At around 3.30 pm today, 8 November 2025, I finished playing Draugen, a single-player first-person mystery game developed by Red Thread Games. It is set in 1920s Norway and describes itself as a “Fjord Noir”, a psychological narrative that blends mystery with atmosphere. The game won the Norwegian Game of the Year award in 2019. You play as Edward Charles Harden, an American traveller searching for his missing sister in a small, forgotten coastal village, accompanied by his ward, Lissie. The game is meant to be experienced rather than mastered. It unfolds like a short novel: you explore, observe, and let the story move at its own pace.
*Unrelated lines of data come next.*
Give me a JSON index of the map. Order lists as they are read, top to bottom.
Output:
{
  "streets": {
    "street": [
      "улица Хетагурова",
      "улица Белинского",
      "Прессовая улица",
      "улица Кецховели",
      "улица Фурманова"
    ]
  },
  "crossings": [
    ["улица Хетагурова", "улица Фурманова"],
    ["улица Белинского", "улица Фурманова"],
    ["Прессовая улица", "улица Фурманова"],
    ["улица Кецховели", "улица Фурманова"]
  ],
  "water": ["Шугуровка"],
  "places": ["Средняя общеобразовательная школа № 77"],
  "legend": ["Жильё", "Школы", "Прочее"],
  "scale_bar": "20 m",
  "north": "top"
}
I started the game last night and completed it within a day. It does not take long because the path is mostly fixed. You follow the order of the narrative the way the developers intended, walking through a series of linear discoveries. The control is minimal... mostly walking, interacting with objects, and following Lissie as she pushes the story forward. There are no puzzles that demand time, and no freedom to explore beyond what is required. It is a game of direction rather than discovery.
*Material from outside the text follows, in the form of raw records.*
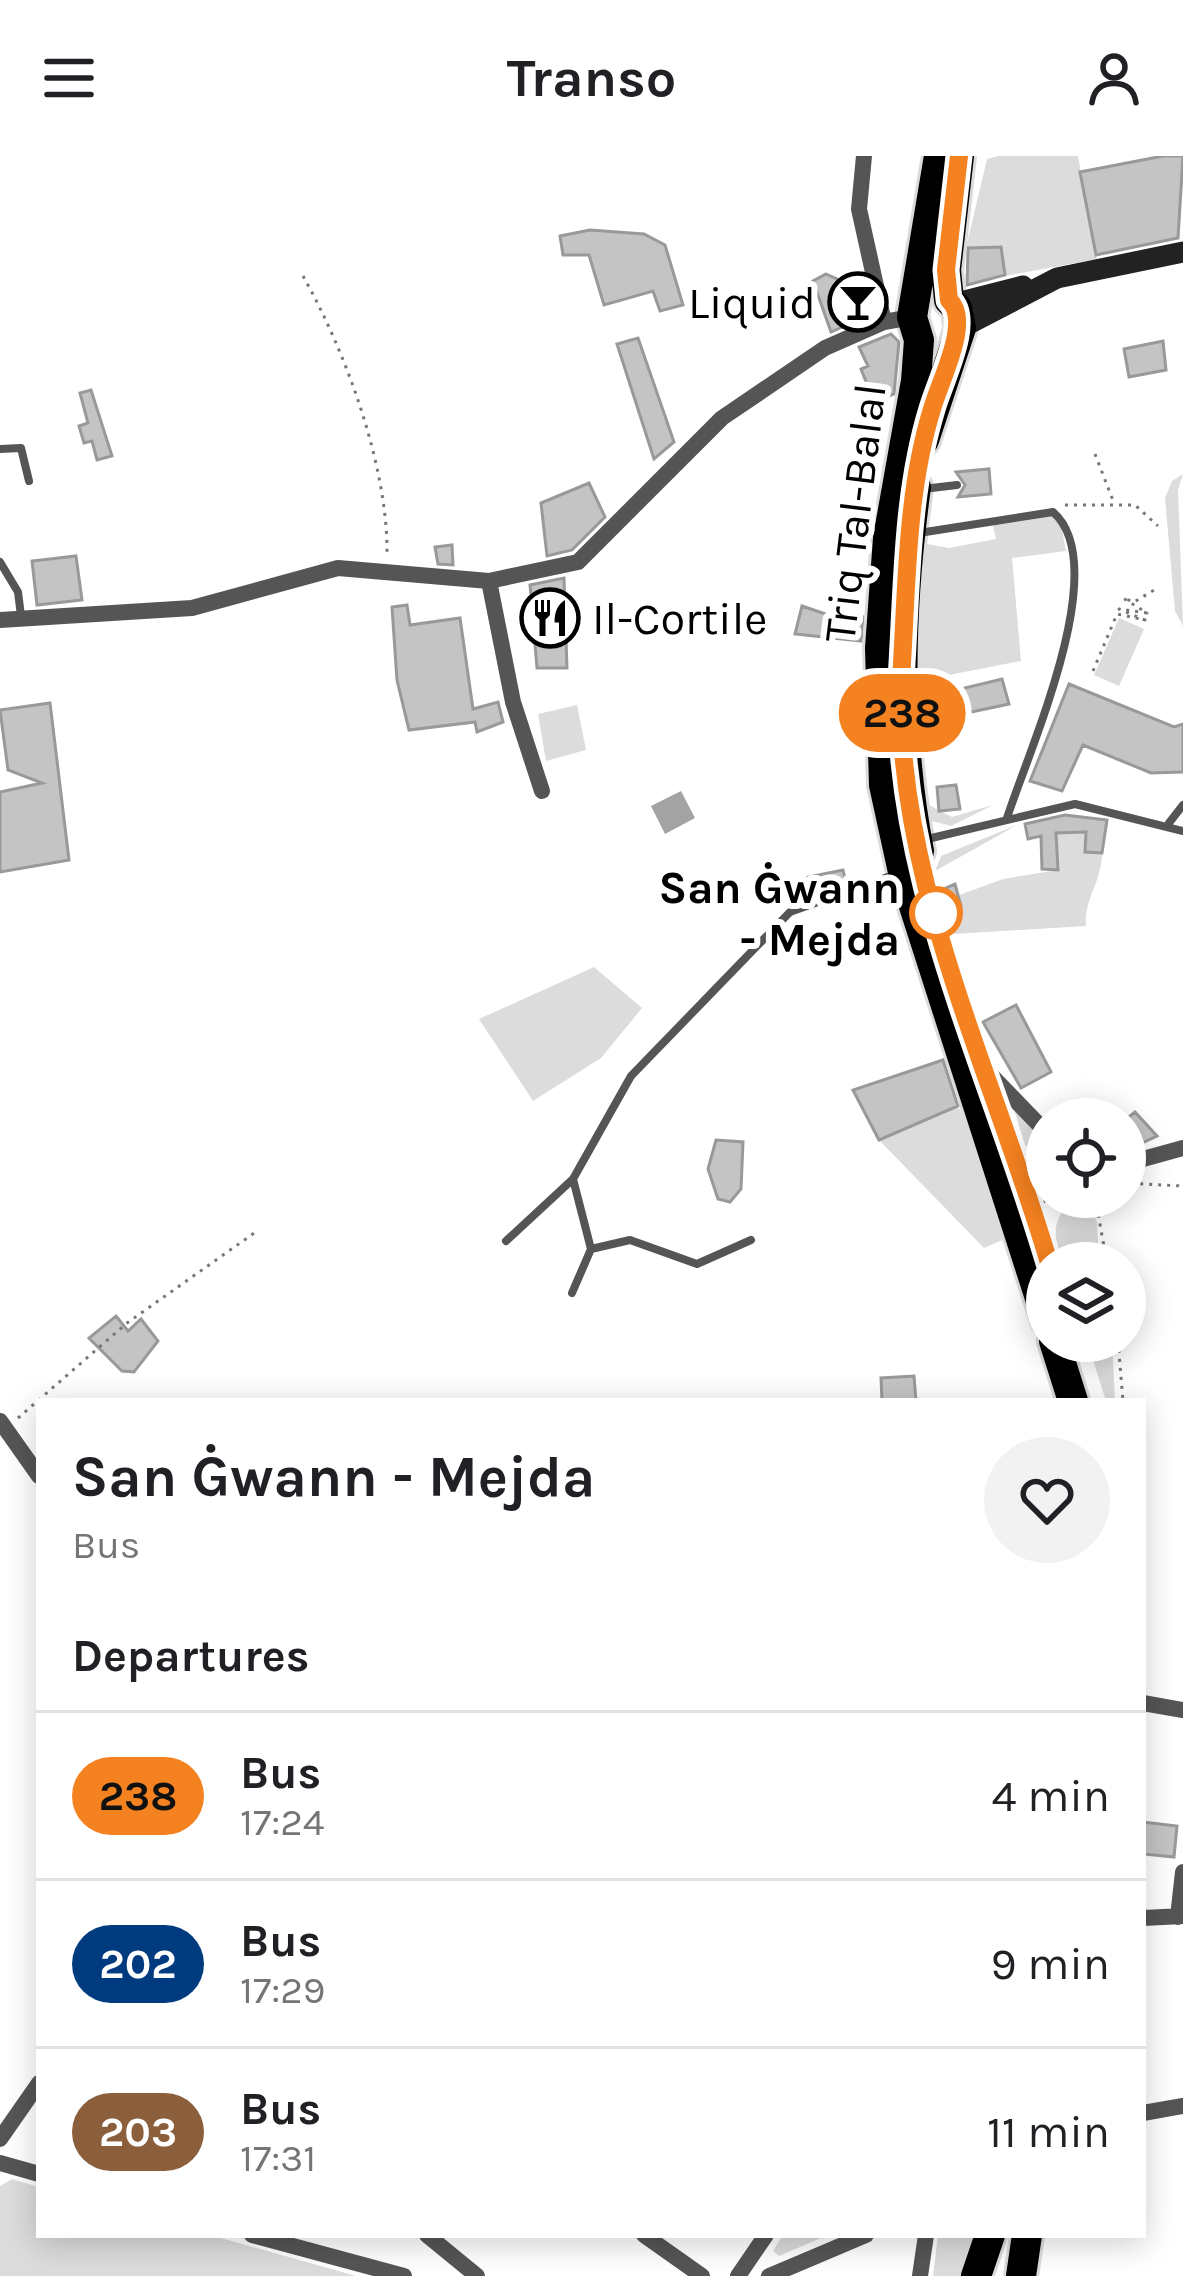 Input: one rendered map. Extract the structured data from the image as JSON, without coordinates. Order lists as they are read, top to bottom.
{
  "streets": {
    "highway": ["Triq Tal-Balal"]
  },
  "places": {
    "bar": ["Liquid"],
    "restaurant": ["Il-Cortile"],
    "other": ["San Ġwann - Mejda"]
  },
  "lines": ["bus line 238"],
  "page": {
    "header": "Transo",
    "on_map": "238",
    "heading": [
      ["San Ġwann - Mejda", "Bus"],
      "Departures"
    ],
    "list": [
      {
        "mark": "238",
        "name": "Bus",
        "note": "17:24",
        "value": "4 min"
      },
      {
        "mark": "202",
        "name": "Bus",
        "note": "17:29",
        "value": "9 min"
      },
      {
        "mark": "203",
        "name": "Bus",
        "note": "17:31",
        "value": "11 min"
      }
    ]
  }
}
I got stuck for a while during the mine chapter because my computer could not handle the performance requirements. The loading was slow, and the visuals glitched often that I had to restart the game a few times. Still, I forced through and managed to complete it. By that point, I had already sensed how the story was going to end, yet I wanted to see how the final scenes would play out.
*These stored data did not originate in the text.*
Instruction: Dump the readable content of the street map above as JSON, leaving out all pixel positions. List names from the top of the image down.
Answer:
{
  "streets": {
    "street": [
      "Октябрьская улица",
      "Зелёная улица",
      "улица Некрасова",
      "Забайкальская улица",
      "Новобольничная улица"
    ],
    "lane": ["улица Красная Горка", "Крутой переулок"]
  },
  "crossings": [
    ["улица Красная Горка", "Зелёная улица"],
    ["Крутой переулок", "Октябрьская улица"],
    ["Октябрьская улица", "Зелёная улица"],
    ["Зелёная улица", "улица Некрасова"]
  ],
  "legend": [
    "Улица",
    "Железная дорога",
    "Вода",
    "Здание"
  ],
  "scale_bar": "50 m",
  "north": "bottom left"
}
Lissie became more unbearable near the climax. She is childish, restless, and refuses to understand the weight of what is happening. Her voice fills every silence. During conversations, I often avoided looking at her face, letting her talk until the dialogue was over. She is both the most frustrating and most necessary element in the game, the one who keeps Edward moving even when the player wants to stop. She acts as a guide, and ironically, without her constant chatter, you would not reach the ending.
The ending itself carries several plot twists, and the final revelation about Edward changes how the story should be read. The game is quiet, almost deceptively simple, yet its psychological core becomes clearer only near the end. If you pay attention, you will notice how even the main menu background changes gradually from colour to black and white as the story progresses, mirroring Edward’s state of mind.
The Viking references in the narrative feel shallow. They appear in fragments, but even if they were removed, the story would remain the same. They function more as cultural decoration than as substance. I expected more integration of folklore after my recent experiences with northern-themed games, but Draugen stands apart in its own restrained modern storytelling.